Material for this task ▸

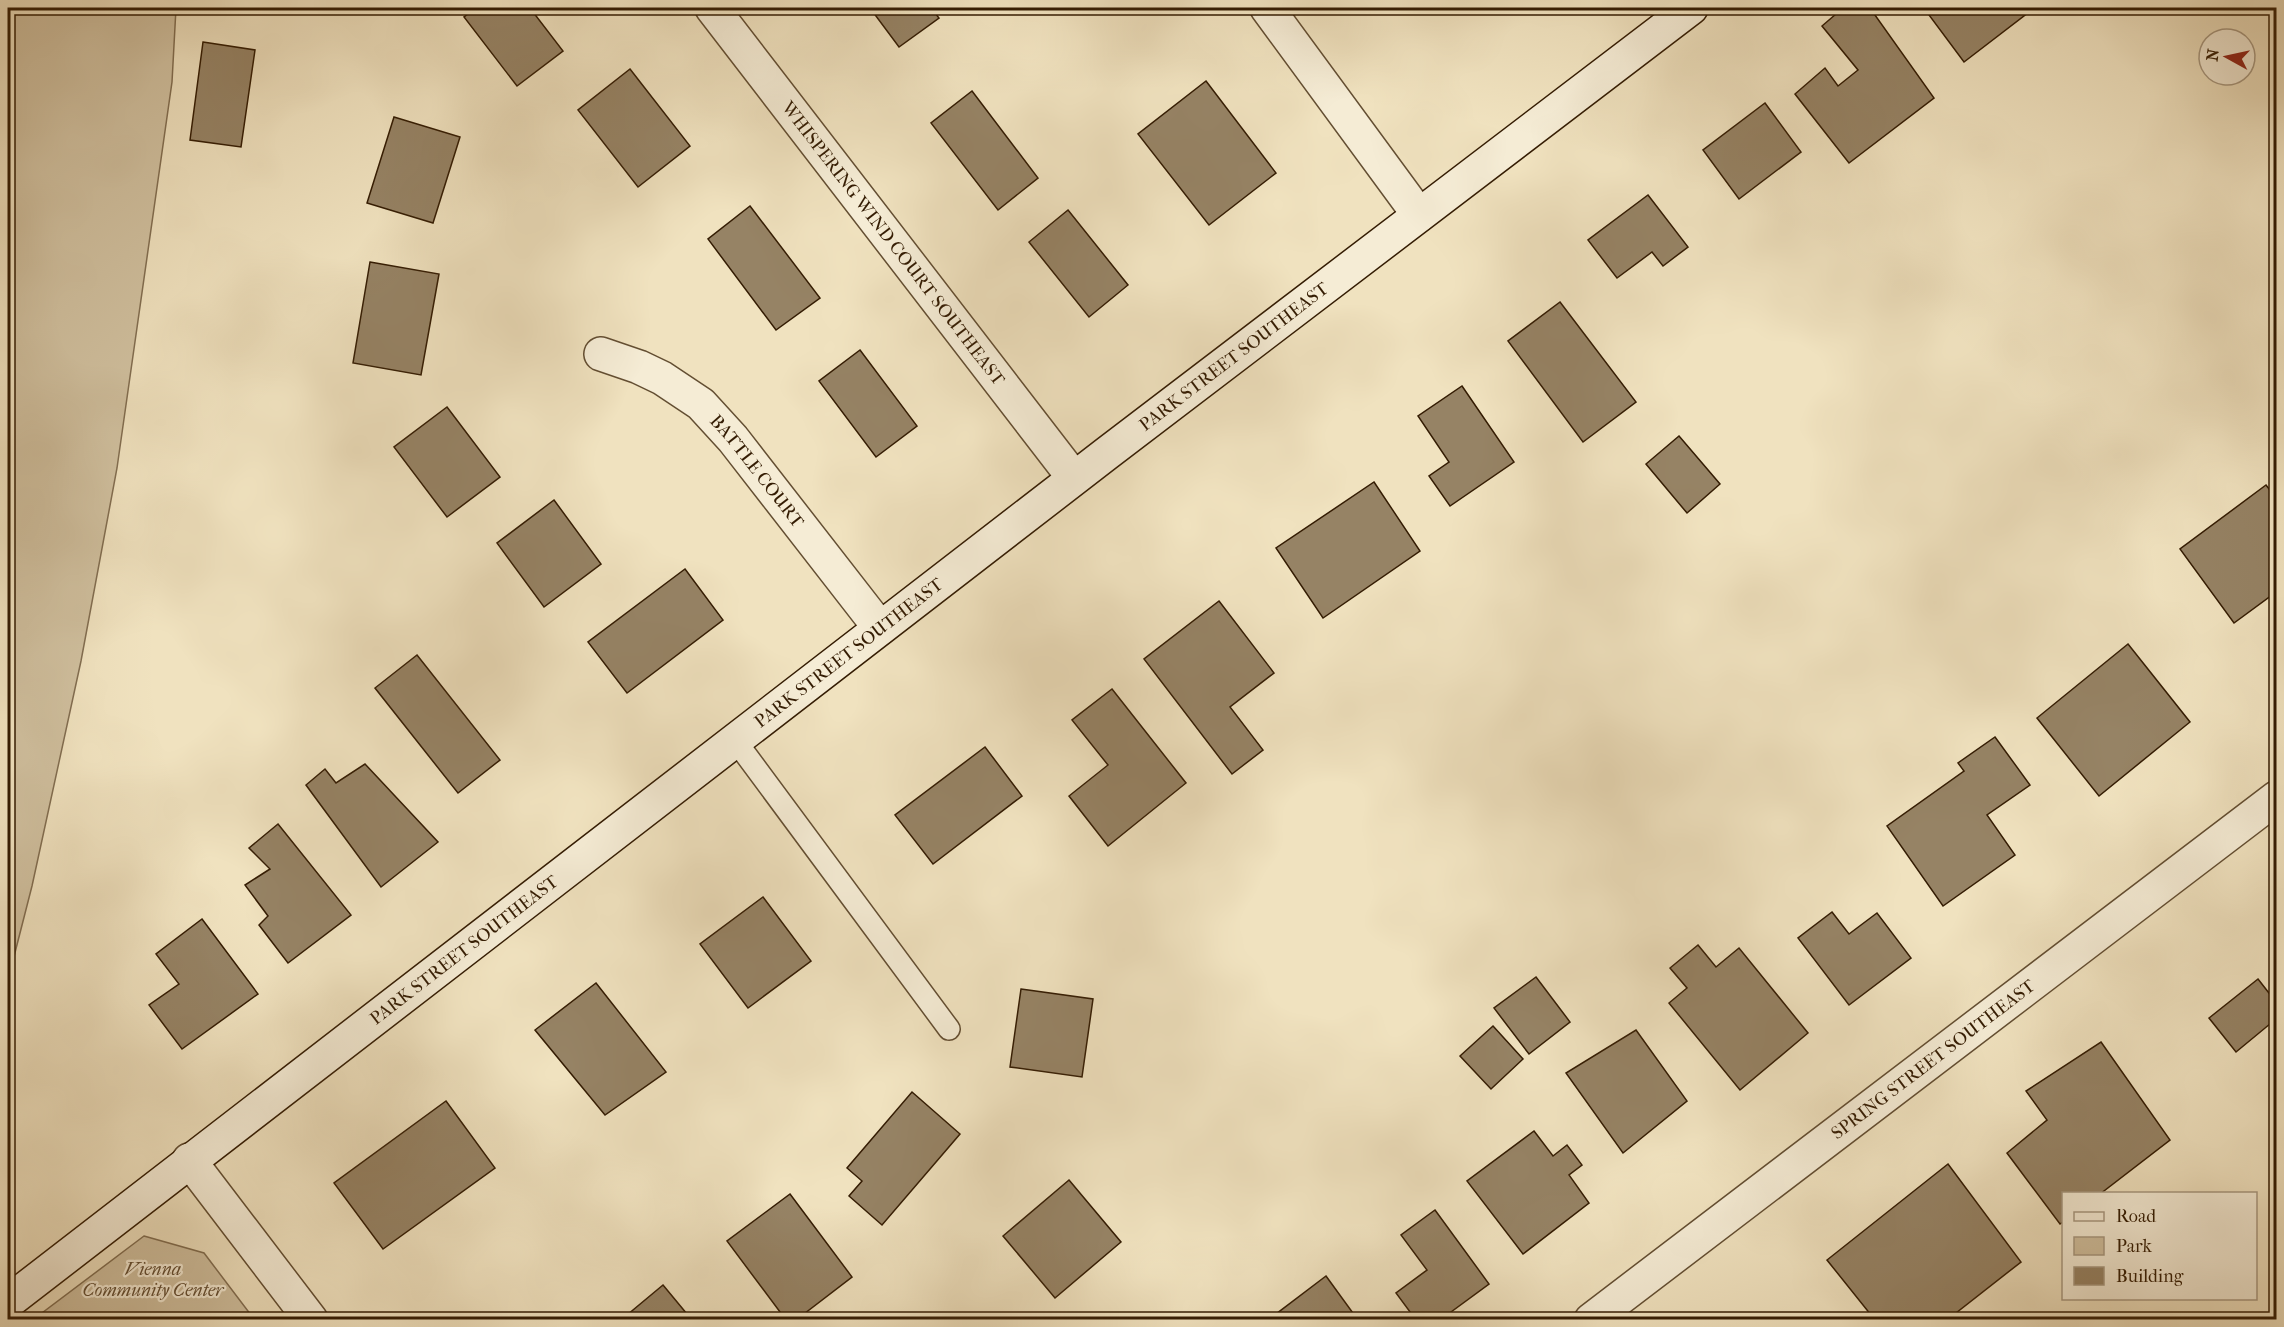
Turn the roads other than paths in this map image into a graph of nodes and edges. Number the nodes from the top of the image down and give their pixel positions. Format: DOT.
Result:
graph roads {
  1 [pos="712,8"];
  2 [pos="1267,8"];
  3 [pos="1691,8"];
  4 [pos="1419,215"];
  5 [pos="601,354"];
  6 [pos="1074,478"];
  7 [pos="880,628"];
  8 [pos="735,740"];
  9 [pos="2277,798"];
  10 [pos="949,1029"];
  11 [pos="189,1160"];
  12 [pos="8,1302"];
  13 [pos="311,1320"];
  14 [pos="1591,1320"];
  1 -- 6 [label="street, WHISPERING WIND COURT SOUTHEAST"];
  2 -- 4 [label="street"];
  3 -- 4 [label="street, PARK STREET SOUTHEAST"];
  4 -- 6 [label="street, PARK STREET SOUTHEAST"];
  5 -- 7 [label="street, BATTLE COURT"];
  6 -- 7 [label="street, PARK STREET SOUTHEAST"];
  7 -- 8 [label="street, PARK STREET SOUTHEAST"];
  8 -- 10 [label="lane"];
  8 -- 11 [label="street, PARK STREET SOUTHEAST"];
  9 -- 14 [label="street, SPRING STREET SOUTHEAST"];
  11 -- 12 [label="street, PARK STREET SOUTHEAST"];
  11 -- 13 [label="street"];
}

Work task ▸ Will you restate every entry word for word and omit the images?

Response box ▸
Turn the roads other than paths in this map image into a graph of nodes and edges. Number the nodes from the top of the image down and give their pixel positions. Format: DOT.
Result:
graph roads {
  1 [pos="712,8"];
  2 [pos="1267,8"];
  3 [pos="1691,8"];
  4 [pos="1419,215"];
  5 [pos="601,354"];
  6 [pos="1074,478"];
  7 [pos="880,628"];
  8 [pos="735,740"];
  9 [pos="2277,798"];
  10 [pos="949,1029"];
  11 [pos="189,1160"];
  12 [pos="8,1302"];
  13 [pos="311,1320"];
  14 [pos="1591,1320"];
  1 -- 6 [label="street, WHISPERING WIND COURT SOUTHEAST"];
  2 -- 4 [label="street"];
  3 -- 4 [label="street, PARK STREET SOUTHEAST"];
  4 -- 6 [label="street, PARK STREET SOUTHEAST"];
  5 -- 7 [label="street, BATTLE COURT"];
  6 -- 7 [label="street, PARK STREET SOUTHEAST"];
  7 -- 8 [label="street, PARK STREET SOUTHEAST"];
  8 -- 10 [label="lane"];
  8 -- 11 [label="street, PARK STREET SOUTHEAST"];
  9 -- 14 [label="street, SPRING STREET SOUTHEAST"];
  11 -- 12 [label="street, PARK STREET SOUTHEAST"];
  11 -- 13 [label="street"];
}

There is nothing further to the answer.